With a prepared dipping sauce (
mentsuyu) lunch will be ready in 10 minutes.
It is light, fat free and you will
not be lulled after the meal.

As to the mentsuyu recipe I have seen various suggestions online as well as in my cookbook but it is always a mixture of
kaeshi (soy sauce + mirin + sugar) and dashi.


1) For the
kaeshi bring

4 tbsp hon
mirin to a boil, turn down the heat and let it simmer a little, add
5 tbsp
sugar and let it melt, then add
250 ml
soy sauce and let it simmer.

2) In another pan prepare 250 ml of
dashi stock eather by bringing 250 ml water with

a small piece of
konbu and 1 tbsp bonito flakes OR
2 tsp
dashi granules

to boil for a couple of minutes. Strain the dashi if made with konbu and bonito flakes.

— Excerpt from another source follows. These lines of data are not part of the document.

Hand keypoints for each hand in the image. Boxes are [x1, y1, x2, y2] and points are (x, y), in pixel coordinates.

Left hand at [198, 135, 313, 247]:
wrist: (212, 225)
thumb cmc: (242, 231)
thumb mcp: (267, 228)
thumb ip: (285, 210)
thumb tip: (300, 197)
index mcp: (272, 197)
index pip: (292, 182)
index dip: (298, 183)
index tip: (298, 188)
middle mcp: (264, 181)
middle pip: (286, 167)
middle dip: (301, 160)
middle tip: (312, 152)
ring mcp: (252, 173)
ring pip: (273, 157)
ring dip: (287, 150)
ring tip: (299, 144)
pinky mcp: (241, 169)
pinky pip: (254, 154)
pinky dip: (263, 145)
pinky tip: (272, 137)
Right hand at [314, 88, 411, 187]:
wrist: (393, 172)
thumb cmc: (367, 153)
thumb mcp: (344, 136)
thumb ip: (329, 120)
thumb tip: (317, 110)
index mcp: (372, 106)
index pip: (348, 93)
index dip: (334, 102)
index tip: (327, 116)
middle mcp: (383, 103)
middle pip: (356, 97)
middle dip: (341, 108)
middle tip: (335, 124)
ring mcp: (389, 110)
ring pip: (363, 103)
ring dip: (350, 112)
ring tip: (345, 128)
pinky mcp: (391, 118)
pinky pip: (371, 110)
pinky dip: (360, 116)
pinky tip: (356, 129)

3) Pour the kaeshi to the dashi stock and let it boil for a further couple of minutes. After cooling down you can store the remaining mentsuyu in the fridge - it should make up for about 8 servings in total.

II. Cook the soba noodles until just soft. Then drain and wash it in cold water.

III. Meanwhile prepare the
toppings that are on hand. Everything should be sliced as thinly as possible.

- spring onions
- nori shreads
- daikon radish
- spinach leaves
- carrots
- shiso leaves

Or any veggies that happen to be in your fridge (as shown in the picture). I also like to add either roasted
tofu flakes or omelette slices for the protein factor. But I cannot guarantee if these proceedings will be approved by a Japanese :)

IV. As to the
groceries: all ingredients can be found in the Asian store.

Unfortunately in the two Asian stores in Berlin Mitte my favorite
Japanese brand (see pic in the middle of another Japanese brand) for noodles seems to have disappeared and the only one available (last pic) were made in China.

This is annoying as I would only use Japanese products for a Japanese dish, Korean products for a Korean dish and Chinese products for a Chinese dish (isn't that too logical? :) ).

The thing is that Korean and Chinese buckwheat noodles
contain more wheat flour than buckwheat flour. And the purest quality is desired here. I also found out that one Chinese brand contained 50g less than as it was declared on the package.
So keep an eye on the ingredients' list!